_Instructions to follow:_ In which lines of the data does the string "Grafton" appear? Copy every one.

_Entries provided:_
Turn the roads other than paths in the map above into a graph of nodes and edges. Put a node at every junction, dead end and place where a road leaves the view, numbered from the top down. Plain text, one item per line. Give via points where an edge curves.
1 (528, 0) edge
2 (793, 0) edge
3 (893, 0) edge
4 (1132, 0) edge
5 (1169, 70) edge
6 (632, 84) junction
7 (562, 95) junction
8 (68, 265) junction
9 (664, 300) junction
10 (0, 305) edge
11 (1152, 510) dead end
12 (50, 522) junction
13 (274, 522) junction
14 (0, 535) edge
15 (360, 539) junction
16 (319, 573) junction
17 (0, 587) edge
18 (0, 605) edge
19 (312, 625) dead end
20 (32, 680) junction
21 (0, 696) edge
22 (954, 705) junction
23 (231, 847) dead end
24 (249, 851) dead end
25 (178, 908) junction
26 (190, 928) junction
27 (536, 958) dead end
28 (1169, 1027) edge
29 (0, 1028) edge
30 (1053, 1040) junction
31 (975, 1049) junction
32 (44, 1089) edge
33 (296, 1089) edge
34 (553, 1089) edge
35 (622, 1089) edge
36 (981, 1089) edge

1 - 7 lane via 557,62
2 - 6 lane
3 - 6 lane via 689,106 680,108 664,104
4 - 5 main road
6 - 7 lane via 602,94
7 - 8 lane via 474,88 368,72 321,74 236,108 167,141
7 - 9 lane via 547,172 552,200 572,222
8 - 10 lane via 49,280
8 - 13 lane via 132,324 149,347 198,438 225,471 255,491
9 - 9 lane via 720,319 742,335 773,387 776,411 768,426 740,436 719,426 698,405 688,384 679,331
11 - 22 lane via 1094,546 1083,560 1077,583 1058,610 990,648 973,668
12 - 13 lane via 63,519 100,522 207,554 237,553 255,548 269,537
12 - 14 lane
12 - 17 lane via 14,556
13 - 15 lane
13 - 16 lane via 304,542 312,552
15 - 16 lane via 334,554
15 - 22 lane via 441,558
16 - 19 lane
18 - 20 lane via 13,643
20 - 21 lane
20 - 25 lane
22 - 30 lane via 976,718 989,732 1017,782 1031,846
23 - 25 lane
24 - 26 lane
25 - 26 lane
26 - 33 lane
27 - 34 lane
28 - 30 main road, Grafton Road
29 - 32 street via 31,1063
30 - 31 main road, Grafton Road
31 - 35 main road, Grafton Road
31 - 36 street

_Finished task:_
28 - 30 main road, Grafton Road
30 - 31 main road, Grafton Road
31 - 35 main road, Grafton Road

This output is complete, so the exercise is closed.